■ DIRECTIONS
Find each line below where the word "edges" occurs, and copy it.

━━━━━ GIVEN DATA ━━━━━

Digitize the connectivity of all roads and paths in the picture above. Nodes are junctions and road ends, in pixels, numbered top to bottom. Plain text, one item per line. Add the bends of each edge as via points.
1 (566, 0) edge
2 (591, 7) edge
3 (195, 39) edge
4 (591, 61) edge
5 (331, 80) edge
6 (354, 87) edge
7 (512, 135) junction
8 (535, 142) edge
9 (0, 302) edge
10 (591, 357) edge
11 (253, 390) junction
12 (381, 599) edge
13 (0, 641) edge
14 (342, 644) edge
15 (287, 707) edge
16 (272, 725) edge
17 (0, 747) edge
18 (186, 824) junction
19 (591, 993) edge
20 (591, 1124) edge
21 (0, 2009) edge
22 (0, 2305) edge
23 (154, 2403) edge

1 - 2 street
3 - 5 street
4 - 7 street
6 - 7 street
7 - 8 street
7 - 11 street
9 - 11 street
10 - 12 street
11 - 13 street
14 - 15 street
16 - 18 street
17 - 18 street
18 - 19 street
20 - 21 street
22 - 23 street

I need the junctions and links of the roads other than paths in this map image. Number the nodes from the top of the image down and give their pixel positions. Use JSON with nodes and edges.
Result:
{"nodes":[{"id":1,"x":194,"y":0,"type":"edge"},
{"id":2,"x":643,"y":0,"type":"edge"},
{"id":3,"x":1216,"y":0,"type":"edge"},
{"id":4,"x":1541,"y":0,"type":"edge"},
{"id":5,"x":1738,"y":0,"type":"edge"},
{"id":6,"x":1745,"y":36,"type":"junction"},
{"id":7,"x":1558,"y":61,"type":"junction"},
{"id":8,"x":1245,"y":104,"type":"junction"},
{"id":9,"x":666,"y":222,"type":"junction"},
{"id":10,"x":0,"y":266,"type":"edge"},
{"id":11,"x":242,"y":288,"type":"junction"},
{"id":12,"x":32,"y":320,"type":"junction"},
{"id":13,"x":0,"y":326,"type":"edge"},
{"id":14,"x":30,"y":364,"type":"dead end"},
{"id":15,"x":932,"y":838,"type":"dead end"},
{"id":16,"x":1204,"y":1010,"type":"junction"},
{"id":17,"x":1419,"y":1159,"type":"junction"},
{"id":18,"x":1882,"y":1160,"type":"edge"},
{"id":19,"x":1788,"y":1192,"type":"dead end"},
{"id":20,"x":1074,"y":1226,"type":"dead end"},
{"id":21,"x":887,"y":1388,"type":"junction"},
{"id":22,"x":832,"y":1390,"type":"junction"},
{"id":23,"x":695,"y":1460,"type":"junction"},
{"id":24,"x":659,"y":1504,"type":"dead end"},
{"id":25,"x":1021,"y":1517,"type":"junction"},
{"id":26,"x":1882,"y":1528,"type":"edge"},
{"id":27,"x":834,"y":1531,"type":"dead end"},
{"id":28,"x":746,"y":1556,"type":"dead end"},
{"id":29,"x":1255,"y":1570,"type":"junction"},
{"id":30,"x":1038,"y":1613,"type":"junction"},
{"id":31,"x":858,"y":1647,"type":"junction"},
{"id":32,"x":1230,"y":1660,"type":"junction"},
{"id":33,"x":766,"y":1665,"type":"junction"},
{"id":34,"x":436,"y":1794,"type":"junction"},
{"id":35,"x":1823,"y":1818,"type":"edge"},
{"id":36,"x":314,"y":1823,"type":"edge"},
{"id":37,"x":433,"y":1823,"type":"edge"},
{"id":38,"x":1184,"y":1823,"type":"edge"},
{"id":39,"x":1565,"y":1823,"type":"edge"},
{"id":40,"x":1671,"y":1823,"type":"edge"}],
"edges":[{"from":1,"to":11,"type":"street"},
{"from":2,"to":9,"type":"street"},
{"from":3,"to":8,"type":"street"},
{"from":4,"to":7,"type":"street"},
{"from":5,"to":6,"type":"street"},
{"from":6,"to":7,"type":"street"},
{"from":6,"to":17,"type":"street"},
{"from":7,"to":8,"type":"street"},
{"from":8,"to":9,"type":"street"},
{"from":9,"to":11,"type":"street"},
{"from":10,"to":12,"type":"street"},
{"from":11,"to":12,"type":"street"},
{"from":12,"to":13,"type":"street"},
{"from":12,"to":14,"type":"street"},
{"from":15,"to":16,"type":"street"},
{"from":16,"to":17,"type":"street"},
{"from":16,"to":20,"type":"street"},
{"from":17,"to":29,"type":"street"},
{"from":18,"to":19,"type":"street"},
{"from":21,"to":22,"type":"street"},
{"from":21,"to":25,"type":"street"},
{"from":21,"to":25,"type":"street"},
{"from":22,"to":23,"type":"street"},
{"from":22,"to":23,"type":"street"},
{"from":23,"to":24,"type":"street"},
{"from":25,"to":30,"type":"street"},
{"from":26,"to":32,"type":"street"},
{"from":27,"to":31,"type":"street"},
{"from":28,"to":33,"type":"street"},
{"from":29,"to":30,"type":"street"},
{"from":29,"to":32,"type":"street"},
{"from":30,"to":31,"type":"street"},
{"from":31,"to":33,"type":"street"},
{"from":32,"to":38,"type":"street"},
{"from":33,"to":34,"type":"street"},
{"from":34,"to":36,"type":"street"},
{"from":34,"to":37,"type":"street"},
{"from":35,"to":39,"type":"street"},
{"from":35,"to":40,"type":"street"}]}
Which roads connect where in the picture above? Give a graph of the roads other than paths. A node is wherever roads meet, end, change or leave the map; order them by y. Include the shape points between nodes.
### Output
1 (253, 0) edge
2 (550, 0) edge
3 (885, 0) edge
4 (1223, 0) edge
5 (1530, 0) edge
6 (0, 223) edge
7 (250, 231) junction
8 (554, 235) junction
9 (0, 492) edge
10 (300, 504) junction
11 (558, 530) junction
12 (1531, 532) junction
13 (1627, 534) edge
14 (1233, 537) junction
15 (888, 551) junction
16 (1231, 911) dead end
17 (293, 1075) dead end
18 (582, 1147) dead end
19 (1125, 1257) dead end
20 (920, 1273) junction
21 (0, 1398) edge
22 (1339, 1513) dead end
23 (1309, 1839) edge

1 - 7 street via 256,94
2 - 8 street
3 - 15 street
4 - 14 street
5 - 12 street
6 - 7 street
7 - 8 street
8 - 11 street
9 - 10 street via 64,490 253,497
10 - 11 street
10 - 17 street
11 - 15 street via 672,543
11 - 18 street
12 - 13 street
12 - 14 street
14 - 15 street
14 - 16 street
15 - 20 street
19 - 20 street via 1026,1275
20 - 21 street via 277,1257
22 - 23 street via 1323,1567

━━━━━

■ ANSWER BOX
I need the junctions and links of the roads other than paths in this map image. Number the nodes from the top of the image down and give their pixel positions. Use JSON with nodes and edges.
"edges":[{"from":1,"to":11,"type":"street"},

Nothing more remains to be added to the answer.